━━ Exercise data
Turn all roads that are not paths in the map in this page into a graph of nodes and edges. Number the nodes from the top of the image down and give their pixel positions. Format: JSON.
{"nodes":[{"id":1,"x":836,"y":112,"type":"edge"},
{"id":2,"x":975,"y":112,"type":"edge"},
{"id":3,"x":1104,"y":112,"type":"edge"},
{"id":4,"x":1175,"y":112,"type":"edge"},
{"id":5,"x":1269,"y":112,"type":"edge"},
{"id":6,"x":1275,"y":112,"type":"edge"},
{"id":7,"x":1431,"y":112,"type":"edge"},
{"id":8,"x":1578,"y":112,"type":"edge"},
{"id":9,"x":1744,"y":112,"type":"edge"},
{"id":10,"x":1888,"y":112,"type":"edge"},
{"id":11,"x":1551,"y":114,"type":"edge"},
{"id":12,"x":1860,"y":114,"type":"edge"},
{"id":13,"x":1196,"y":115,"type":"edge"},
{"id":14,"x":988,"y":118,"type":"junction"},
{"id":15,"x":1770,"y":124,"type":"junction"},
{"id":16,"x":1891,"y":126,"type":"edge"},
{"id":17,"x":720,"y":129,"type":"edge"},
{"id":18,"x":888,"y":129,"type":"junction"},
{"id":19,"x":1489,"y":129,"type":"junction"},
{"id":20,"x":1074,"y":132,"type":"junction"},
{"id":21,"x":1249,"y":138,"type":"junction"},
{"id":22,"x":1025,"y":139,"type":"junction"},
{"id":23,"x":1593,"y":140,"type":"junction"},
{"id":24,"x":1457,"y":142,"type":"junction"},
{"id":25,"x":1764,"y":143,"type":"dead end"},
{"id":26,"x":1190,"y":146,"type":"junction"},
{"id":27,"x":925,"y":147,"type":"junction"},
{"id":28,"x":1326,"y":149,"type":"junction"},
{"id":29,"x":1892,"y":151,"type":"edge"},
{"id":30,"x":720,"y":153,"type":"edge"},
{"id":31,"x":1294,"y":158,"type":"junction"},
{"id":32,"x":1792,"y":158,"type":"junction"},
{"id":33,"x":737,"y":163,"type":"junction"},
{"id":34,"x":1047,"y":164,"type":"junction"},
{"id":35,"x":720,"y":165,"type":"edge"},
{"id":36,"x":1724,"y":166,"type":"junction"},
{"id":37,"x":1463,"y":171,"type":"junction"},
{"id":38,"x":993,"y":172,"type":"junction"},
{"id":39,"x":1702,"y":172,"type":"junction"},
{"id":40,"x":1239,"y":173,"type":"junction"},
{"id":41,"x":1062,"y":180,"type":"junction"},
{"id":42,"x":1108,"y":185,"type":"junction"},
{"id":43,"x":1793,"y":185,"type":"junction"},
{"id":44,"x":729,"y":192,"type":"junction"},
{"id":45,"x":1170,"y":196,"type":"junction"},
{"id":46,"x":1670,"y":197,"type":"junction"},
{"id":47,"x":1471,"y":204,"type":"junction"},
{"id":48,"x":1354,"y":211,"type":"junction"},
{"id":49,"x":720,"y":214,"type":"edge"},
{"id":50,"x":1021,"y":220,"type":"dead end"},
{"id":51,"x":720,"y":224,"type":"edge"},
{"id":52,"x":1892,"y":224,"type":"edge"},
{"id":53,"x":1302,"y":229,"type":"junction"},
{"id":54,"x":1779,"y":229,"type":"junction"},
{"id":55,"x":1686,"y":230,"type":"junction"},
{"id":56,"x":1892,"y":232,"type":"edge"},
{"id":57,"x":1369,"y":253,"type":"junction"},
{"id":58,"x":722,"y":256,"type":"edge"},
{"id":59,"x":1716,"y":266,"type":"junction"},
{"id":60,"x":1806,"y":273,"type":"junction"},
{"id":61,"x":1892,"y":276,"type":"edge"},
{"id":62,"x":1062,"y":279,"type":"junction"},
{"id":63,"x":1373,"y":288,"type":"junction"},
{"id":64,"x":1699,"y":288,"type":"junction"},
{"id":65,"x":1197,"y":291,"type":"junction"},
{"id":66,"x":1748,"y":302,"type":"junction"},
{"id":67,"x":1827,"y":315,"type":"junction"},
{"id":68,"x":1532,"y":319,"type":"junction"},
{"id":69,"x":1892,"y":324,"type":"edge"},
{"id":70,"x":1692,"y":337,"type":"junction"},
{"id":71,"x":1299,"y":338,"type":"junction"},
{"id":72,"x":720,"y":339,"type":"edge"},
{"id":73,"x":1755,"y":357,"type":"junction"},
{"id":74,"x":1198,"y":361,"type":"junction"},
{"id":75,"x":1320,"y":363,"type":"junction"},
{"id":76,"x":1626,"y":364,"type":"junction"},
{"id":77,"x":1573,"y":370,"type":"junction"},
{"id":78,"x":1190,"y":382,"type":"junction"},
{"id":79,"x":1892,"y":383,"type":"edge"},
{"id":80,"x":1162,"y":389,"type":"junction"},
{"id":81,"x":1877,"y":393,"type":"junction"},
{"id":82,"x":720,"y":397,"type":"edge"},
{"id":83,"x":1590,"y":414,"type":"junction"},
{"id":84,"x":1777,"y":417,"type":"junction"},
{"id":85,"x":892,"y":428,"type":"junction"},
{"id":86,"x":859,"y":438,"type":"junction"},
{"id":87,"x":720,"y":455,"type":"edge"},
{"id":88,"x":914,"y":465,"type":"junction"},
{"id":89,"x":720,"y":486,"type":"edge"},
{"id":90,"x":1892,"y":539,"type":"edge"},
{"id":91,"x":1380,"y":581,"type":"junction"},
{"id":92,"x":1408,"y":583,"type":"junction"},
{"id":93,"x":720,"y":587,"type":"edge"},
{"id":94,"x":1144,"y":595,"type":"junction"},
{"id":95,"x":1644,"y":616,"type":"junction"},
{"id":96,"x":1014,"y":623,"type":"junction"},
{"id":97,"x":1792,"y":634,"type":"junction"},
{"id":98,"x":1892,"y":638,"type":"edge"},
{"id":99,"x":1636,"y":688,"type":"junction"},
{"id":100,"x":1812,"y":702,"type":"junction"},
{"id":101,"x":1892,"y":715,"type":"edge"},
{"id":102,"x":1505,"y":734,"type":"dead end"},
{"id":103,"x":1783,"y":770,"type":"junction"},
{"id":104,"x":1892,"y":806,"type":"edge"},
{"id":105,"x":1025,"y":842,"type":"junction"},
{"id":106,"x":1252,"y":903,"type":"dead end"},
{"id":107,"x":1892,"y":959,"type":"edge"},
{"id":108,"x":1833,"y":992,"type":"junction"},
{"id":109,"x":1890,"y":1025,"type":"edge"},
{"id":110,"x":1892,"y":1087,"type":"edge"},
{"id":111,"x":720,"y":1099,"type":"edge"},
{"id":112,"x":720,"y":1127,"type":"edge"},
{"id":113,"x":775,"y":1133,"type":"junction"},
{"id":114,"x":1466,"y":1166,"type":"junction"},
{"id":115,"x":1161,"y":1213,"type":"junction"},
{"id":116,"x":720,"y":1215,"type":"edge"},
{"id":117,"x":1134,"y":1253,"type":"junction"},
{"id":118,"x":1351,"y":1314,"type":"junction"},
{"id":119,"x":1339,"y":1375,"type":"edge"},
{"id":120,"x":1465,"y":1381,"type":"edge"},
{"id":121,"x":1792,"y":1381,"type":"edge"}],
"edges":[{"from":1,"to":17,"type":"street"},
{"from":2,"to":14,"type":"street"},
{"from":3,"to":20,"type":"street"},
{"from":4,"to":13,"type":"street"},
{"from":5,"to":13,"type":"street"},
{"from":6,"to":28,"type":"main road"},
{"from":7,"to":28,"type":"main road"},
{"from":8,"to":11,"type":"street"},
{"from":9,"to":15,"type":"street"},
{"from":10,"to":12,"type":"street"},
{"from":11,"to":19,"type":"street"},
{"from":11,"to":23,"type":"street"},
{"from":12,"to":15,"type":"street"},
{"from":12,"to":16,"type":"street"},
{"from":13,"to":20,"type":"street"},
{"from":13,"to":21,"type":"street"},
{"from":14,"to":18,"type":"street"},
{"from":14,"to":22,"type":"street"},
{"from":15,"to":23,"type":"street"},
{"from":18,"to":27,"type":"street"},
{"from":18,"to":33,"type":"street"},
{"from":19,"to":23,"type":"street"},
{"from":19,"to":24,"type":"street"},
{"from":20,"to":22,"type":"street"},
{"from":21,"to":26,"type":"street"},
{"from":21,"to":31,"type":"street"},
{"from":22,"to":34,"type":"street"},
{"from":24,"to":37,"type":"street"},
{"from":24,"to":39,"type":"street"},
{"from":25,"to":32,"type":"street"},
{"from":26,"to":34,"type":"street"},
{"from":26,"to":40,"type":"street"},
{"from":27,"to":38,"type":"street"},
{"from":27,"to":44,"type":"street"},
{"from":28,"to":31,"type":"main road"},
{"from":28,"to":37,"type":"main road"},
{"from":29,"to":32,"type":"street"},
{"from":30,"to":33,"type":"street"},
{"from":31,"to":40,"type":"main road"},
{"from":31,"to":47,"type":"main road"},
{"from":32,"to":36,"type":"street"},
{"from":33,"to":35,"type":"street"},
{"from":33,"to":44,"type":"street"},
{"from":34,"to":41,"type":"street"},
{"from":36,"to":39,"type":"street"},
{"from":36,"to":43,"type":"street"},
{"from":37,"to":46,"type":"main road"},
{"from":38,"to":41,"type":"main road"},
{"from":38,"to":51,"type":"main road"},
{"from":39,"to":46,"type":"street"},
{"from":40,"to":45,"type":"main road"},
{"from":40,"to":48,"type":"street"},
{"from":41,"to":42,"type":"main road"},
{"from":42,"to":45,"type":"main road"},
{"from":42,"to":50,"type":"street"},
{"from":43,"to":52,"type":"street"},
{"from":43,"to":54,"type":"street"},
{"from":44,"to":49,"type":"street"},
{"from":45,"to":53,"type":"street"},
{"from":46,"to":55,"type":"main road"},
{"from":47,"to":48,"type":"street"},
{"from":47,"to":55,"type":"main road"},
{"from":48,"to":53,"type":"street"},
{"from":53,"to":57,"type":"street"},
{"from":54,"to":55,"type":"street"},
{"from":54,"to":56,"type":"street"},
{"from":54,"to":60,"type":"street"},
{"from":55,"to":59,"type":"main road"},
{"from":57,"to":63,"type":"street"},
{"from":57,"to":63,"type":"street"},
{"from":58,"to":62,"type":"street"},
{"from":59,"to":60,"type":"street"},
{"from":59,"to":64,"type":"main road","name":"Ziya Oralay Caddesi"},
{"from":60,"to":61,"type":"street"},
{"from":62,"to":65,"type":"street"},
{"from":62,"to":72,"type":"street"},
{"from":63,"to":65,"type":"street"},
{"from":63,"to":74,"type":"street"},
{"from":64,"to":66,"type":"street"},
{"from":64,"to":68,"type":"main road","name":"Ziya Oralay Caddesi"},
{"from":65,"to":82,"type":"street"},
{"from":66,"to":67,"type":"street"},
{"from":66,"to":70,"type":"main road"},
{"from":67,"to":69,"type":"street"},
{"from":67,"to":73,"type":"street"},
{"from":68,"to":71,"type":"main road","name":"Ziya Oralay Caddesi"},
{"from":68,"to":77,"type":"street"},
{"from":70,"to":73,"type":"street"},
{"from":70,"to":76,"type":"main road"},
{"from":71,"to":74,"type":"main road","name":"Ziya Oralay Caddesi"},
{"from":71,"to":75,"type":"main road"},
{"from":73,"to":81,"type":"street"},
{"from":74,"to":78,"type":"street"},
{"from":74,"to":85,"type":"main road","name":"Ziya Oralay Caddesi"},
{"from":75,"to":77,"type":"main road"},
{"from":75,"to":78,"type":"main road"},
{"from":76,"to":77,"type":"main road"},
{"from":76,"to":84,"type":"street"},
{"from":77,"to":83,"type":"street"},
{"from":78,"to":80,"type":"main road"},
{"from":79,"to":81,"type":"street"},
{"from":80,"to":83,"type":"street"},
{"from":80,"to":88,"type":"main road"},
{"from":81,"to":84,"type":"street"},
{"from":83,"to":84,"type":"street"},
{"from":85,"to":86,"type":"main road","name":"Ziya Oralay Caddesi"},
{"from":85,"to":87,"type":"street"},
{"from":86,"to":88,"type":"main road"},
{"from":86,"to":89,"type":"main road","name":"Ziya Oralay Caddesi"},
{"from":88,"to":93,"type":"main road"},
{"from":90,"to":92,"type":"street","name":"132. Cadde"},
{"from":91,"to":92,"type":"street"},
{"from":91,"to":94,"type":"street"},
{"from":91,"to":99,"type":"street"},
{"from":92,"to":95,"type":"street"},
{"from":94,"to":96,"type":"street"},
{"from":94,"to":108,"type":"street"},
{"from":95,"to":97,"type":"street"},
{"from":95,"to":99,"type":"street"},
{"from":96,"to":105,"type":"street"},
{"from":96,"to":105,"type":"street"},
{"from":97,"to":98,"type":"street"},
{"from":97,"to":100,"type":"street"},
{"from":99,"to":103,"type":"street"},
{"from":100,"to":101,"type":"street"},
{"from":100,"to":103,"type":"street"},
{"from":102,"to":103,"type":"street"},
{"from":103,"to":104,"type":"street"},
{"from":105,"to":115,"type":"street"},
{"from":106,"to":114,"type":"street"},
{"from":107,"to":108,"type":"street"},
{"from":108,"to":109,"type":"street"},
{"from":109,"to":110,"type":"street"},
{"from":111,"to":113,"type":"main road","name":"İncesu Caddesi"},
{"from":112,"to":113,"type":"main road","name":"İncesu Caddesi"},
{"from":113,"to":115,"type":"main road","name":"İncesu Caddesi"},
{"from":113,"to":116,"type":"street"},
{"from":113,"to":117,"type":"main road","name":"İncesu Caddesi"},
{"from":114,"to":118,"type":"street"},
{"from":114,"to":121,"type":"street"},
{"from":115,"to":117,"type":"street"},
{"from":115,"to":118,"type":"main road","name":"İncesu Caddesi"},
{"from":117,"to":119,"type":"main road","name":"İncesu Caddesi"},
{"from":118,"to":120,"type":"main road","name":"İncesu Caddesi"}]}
━━━━
- Task description -
Check each line above for "edges" and return the ones that have it.

- Result below -
Turn all roads that are not paths in the map in this page into a graph of nodes and edges. Number the nodes from the top of the image down and give their pixel positions. Format: JSON.
"edges":[{"from":1,"to":17,"type":"street"},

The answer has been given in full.